Not fully sure, no checked, but I suspect that the different results are due to different precision applied during computation. Win32 shold use extended, win64 double and when come back on the final variable it is rounded accordingly to the var size. The same situation for delphi code.

#### PascalDragon

• Hero Member
• Posts: 2969
• Compiler Developer
##### Re: Odd way of calculating the Logarithm
« Reply #24 on: April 22, 2021, 09:26:45 am »
I understand, that - in general - decimal numbers can not be represented exactly in the binary system.

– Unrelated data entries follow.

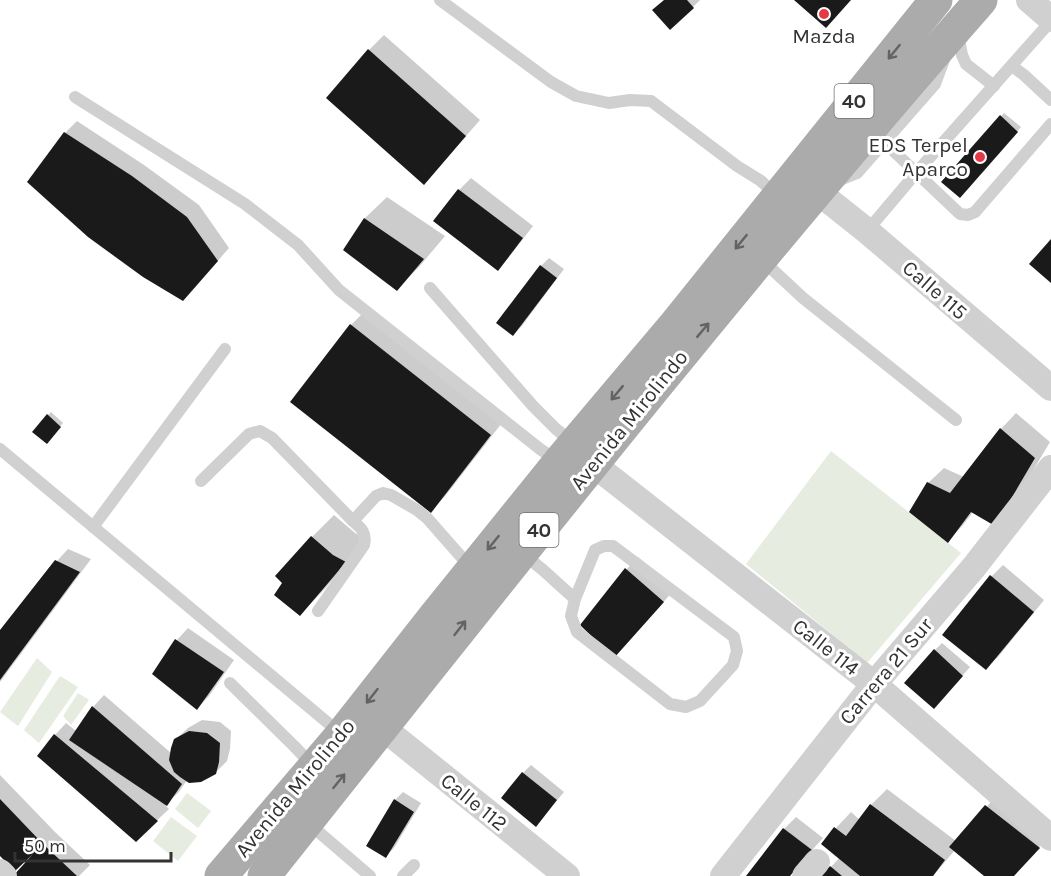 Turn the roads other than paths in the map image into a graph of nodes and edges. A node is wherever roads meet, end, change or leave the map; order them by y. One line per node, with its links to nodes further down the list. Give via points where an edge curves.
1 (440, 0): 15 (lane, via 576,96 609,104 651,101)
2 (981, 0): 6 (main road, Avenida Mirolindo / 40)
3 (1029, 0): 5 (street)
4 (931, 2): 6 (street); 15 (main road, Avenida Mirolindo / 40, one-way to 15)
5 (1051, 20): 7 (lane)
6 (957, 28): 8 (lane, via 966,64); 12 (lane, via 935,84); 14 (main road, Avenida Mirolindo / 40)
7 (1012, 66): 8 (lane); 10 (lane)
8 (994, 86): 13 (lane)
9 (75, 98): 23 (lane, via 245,204 298,245 339,290 522,435)
10 (1051, 100)
11 (1051, 124): 13 (lane, via 975,212 968,215 960,214)
12 (884, 142): 13 (lane); 14 (lane, via 856,173)
13 (916, 173): 16 (lane)
14 (819, 191): 16 (street, Calle 115); 17 (main road, Avenida Mirolindo / 40)
15 (778, 196): 23 (main road, Avenida Mirolindo / 40, one-way to 23, via 653,351)
16 (867, 231): 20 (street, Calle 115)
17 (761, 260): 21 (lane); 23 (main road, Avenida Mirolindo / 40, one-way to 17)
18 (430, 288): 23 (lane)
19 (225, 349): 27 (lane)
20 (1051, 388)
21 (956, 420)
22 (0, 449): 27 (lane)
23 (576, 456): 28 (main road, Avenida Mirolindo / 40); 29 (main road, Avenida Mirolindo / 40, one-way to 29); 33 (street, Calle 114)
24 (1051, 468): 33 (street, Carrera 21 Sur, via 974,567)
25 (201, 480): 26 (lane, via 249,434 260,431 272,438)
26 (353, 521): 29 (lane, via 376,496 392,495 426,518); 31 (lane, via 364,531 366,539)
27 (93, 527): 35 (lane)
28 (521, 553): 30 (lane); 34 (main road, Avenida Mirolindo / 40, one-way to 28)
29 (472, 570): 35 (main road, Avenida Mirolindo / 40, one-way to 35)
30 (575, 599): 30 (lane, via 571,616 577,632 670,704 686,707 700,701 733,665 737,651 734,637 613,546 595,550)
31 (318, 611)
32 (230, 683): 36 (lane)
33 (874, 684): 38 (street, Calle 114); 47 (street, Carrera 21 Sur)
34 (382, 727): 37 (main road, Avenida Mirolindo / 40, one-way to 34); 46 (street, Calle 112)
35 (342, 734): 36 (main road, Avenida Mirolindo / 40)
36 (314, 767): 42 (main road, Avenida Mirolindo / 40)
37 (307, 822): 43 (main road, Avenida Mirolindo / 40); 44 (lane)
38 (1051, 838)
39 (414, 865): 45 (lane)
40 (0, 872): 41 (street)
41 (4, 876)
42 (221, 876)
43 (264, 876)
44 (370, 876)
45 (403, 876)
46 (567, 876)
47 (723, 876)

But why is the calculation in question different in Win32 and Win64?
Is it so, that for some numbers the calculation gives the expected result and for others not - dependent from the conversation from binary to decimal? If this is the case then for some numbers the outcome of trunc(log2(number)) might be as expected in Win32 - for others in Win64.

Because Win32 has access to the Extended type, Win64 does not. You would have the same result on any platform that does not support Extended which is any non-x86 (i8086, i386, x86_64) platform and the Win64 one.

I've looked at the problem again and what might work is to tweak the 1/ln(2) constant that is used inside log2 for each of the supported maximum floating point type. E.g. the current one is 1.4426950408889634079 which is correct for Extended, but for Double the value t1.4426950408889635 results in more correct values (at least they're overestimating instead of underestimating). Similar for Single and probably also for log10.

I suspected that much, when I saw the code excerpt provided by Bart. Is it possible to define floats in hex format (within the scope of system libraries at least)? This could eliminate rounding errors introduced by StrToFloat conversions. Because in theory the specific constant here would need to have decimal representations of 24, 54 or 65 decimal digits - and depending on the lib for conversion to float these may get rounded different.

The system libraries are not in any way "magic" regarding this. A hexadecimal value will be interpreted as an ordinal and then converted to the floating point type. What might work is a record.